The preprocessing is exactly the same as the original neuraltalk2 (I copied it), and the dataloader is just written in a different language.

However this should not be the right way to use tensorflow. Tensorflow provides input reader which can fetch data in multi-threads (the input reader is part of the graph). This can prevent creating a seperate h5 file. However, I haven’t figure out how to make it work.



I borrow the vgg from machrisaa/tensorflow-vgg and tensorflow-vgg16. I started by using tensorflow-vgg16 which provides a tfmodel file to load the graph. The problem of tfmodel file is that, after you load it, all the tf.Variable are changed to normal tensor. It’s ok if you don’t want to finetune, but it will be a big trouble when you want to finetune. If you want to make them back to variables, you need to use add_collection to manually modify them by their tensor name.

What you could also do is not using the tfmodel file, but every time build the vgg16 graph using the caffemodel file. (‘Building the graph’ here means you need to specify all the operations and uses the pretrained parameters to initialize the model. However tfmodel has the graph_def information of the whole graph, you could use a saved tfmodel without knowing the structure of the model.) tensorflow-vgg16 actually did that, but building from caffemodel needs caffe installed. So I switch to the alterative machrisaa/tensorflow-vgg, which is originated from the tensorflow-vgg16, but changes it from loading from a caffemodel to loading from a npy file. Although you need to download a seperate npy file, at least you don’t need to install caffe.

However the original machrisaa/tensorflow-vgg builds a static network (all constant and no dropout), so I modify the code by first defining all the weights and biases to be variable when building the graph.
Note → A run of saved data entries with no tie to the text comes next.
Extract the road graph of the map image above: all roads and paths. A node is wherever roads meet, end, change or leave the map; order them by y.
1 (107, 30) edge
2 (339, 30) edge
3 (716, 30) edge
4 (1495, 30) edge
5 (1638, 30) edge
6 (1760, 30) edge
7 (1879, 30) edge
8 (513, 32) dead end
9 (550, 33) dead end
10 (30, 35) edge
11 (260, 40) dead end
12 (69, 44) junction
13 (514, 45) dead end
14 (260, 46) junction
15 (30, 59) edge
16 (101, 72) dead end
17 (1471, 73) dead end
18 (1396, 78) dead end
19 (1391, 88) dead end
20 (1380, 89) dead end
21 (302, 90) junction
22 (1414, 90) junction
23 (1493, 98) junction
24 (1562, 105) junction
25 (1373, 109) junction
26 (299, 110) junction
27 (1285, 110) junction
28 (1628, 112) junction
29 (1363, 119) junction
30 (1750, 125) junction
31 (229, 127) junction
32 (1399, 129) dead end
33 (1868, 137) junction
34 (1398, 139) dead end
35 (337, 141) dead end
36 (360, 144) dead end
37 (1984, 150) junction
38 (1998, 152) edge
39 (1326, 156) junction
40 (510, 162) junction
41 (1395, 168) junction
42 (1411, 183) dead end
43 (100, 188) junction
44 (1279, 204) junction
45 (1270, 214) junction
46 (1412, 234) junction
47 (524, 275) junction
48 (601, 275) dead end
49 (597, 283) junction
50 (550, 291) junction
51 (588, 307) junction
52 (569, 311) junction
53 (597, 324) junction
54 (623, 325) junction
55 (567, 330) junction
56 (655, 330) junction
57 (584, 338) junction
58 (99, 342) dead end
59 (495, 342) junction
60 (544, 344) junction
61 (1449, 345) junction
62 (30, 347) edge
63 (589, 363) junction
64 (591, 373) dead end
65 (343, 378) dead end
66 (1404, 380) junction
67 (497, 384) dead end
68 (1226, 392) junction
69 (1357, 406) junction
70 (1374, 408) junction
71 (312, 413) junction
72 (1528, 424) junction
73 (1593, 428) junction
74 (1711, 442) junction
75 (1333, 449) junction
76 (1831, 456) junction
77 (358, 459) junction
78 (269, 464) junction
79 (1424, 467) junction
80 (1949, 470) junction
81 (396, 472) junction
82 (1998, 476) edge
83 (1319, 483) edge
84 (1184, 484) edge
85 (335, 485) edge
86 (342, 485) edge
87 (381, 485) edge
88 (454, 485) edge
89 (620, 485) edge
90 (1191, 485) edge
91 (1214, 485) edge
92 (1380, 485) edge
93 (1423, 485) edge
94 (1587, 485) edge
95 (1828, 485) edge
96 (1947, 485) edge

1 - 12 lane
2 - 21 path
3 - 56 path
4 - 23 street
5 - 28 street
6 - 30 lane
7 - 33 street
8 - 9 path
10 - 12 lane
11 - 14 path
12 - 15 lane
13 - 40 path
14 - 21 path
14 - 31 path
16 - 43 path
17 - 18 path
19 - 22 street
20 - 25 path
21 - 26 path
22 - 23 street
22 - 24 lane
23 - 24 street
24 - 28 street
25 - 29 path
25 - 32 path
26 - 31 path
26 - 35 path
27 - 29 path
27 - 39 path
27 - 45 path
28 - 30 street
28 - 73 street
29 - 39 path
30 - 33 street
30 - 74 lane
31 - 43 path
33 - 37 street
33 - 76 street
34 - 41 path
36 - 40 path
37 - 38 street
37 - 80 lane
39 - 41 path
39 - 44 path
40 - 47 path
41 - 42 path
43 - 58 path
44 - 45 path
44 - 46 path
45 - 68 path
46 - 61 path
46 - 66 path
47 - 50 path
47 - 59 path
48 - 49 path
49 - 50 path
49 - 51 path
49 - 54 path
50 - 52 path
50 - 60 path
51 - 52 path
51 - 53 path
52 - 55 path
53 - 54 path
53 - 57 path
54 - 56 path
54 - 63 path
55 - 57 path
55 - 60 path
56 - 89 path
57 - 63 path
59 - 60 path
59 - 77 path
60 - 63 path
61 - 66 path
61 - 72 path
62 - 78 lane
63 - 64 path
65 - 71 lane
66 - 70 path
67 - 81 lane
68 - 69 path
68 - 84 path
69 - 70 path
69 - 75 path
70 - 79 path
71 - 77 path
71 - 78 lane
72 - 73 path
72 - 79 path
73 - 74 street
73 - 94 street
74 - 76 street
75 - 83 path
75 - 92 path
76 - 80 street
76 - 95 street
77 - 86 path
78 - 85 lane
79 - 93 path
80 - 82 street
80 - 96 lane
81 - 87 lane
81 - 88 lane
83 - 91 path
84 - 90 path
Secondly, I add a variable training to control the evaluation and training mode of model. The training variable controls the dropout probability.


It’s very easy to build a simple rnn, because tensorflow has provided many useful wrappers. Of course if you want to do something fancy, you need to hard code more, but for this project, the functions provided by tensorflow are enough to use.

I learn building rnn from this two repositories: char-rnn-tensorflow and show_and_tell.tensorflow. char-rnn-tensorflow is more compact in the sense that they use more functions from tensorflow, however show_and_tell still is more ‘stupid’.

Here I also used a training variable to control the dropout.


Generator is nothing fancy, just using a loop function to make the generator to use the previous argmax word. The beam search and sample by probability is not finished yet.


The checkpoint is a little different from neuraltalk2. Since tensorflow has its own saver to manage the checkpoint, we cannot specify other information to be saved in the checkpoint file. Therefore I used a infos.pkl to save all the options, iteration and epoch information etc. for resuming the training.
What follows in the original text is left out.